==== Exercise data

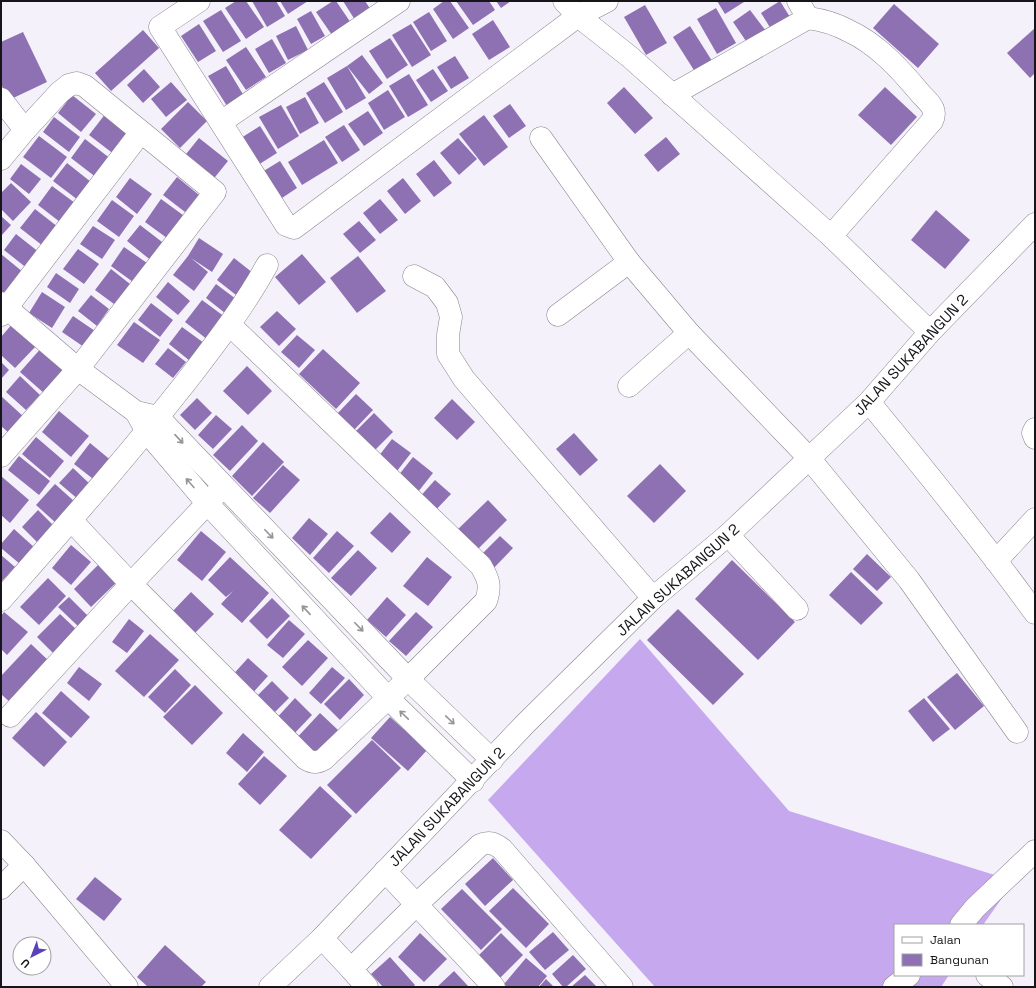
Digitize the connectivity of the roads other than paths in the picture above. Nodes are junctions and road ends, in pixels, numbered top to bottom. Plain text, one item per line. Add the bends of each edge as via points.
1 (200, 1) edge
2 (399, 1) edge
3 (607, 1) edge
4 (571, 9) edge
5 (803, 10) edge
6 (672, 95) junction
7 (1, 99) edge
8 (221, 122) junction
9 (25, 130) junction
10 (141, 132) junction
11 (541, 138) dead end
12 (1, 159) edge
13 (1035, 224) edge
14 (831, 236) junction
15 (629, 262) junction
16 (267, 265) dead end
17 (414, 276) dead end
18 (3, 309) edge
19 (558, 315) dead end
20 (230, 325) junction
21 (930, 332) junction
22 (689, 333) junction
23 (78, 369) junction
24 (629, 386) dead end
25 (869, 402) junction
26 (152, 425) junction
27 (1035, 429) edge
28 (1035, 438) edge
29 (1, 456) edge
30 (809, 458) junction
31 (223, 486) junction
32 (208, 504) junction
33 (1035, 519) edge
34 (71, 520) junction
35 (728, 535) junction
36 (996, 561) junction
37 (131, 584) junction
38 (653, 598) junction
39 (1, 600) edge
40 (797, 609) dead end
41 (1035, 613) edge
42 (408, 679) junction
43 (388, 698) junction
44 (10, 716) dead end
45 (1017, 732) dead end
46 (492, 760) junction
47 (473, 781) junction
48 (1, 841) edge
49 (1035, 851) edge
50 (24, 865) junction
51 (385, 871) junction
52 (1, 888) edge
53 (417, 904) junction
54 (962, 924) edge
55 (322, 938) junction
56 (352, 969) junction
57 (907, 976) edge
58 (988, 976) edge
59 (127, 987) edge
60 (270, 987) edge
61 (367, 987) edge
62 (494, 987) edge
63 (622, 987) edge
64 (894, 987) edge
65 (1002, 987) edge

1 - 8 street via 160,27
2 - 8 street
3 - 4 street
4 - 6 street
4 - 8 street via 294,228 286,225
5 - 6 street
5 - 14 street via 864,39 881,52 905,75 935,114 932,121
6 - 14 street
7 - 9 street
9 - 10 street via 60,92 76,83 85,86
9 - 12 street
10 - 18 street
10 - 23 street via 215,192
11 - 15 street
13 - 21 street, JALAN SUKABANGUN 2
14 - 21 street
15 - 19 street
15 - 22 street
16 - 20 street
17 - 38 street via 435,287 447,303 451,317 448,354 464,380
18 - 23 street
20 - 26 street
20 - 42 street via 481,566 490,590 486,601
21 - 25 street, JALAN SUKABANGUN 2
22 - 24 street
22 - 30 street
23 - 26 street
23 - 29 street
25 - 30 street, JALAN SUKABANGUN 2
25 - 36 street
26 -> 31 street
32 -> 26 street
26 - 34 street
27 - 28 street
30 - 35 street, JALAN SUKABANGUN 2
30 - 45 street via 909,580
31 - 32 street
31 -> 42 street
32 - 37 street
43 -> 32 street
33 - 36 street
34 - 37 street
34 - 39 street
35 - 38 street, JALAN SUKABANGUN 2
35 - 40 street
36 - 41 street
37 - 43 street via 306,759 312,762 324,759
37 - 44 street
38 - 46 street, JALAN SUKABANGUN 2
42 - 43 street
42 -> 46 street
47 -> 43 street
46 - 47 street, JALAN SUKABANGUN 2
47 - 51 street, JALAN SUKABANGUN 2
48 - 50 street
49 - 54 street via 975,908
50 - 52 street
50 - 59 street
51 - 53 street
51 - 55 street, JALAN SUKABANGUN 2
53 - 56 street
53 - 62 street
53 - 63 street via 480,845 488,842 495,844
55 - 56 street
55 - 60 street, JALAN SUKABANGUN 2
56 - 61 street
57 - 64 street
58 - 65 street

========

Work to be completed:
Within the entries above, find each line where "dead" appears; copy every one.

Expected answer:
11 (541, 138) dead end
16 (267, 265) dead end
17 (414, 276) dead end
19 (558, 315) dead end
24 (629, 386) dead end
40 (797, 609) dead end
44 (10, 716) dead end
45 (1017, 732) dead end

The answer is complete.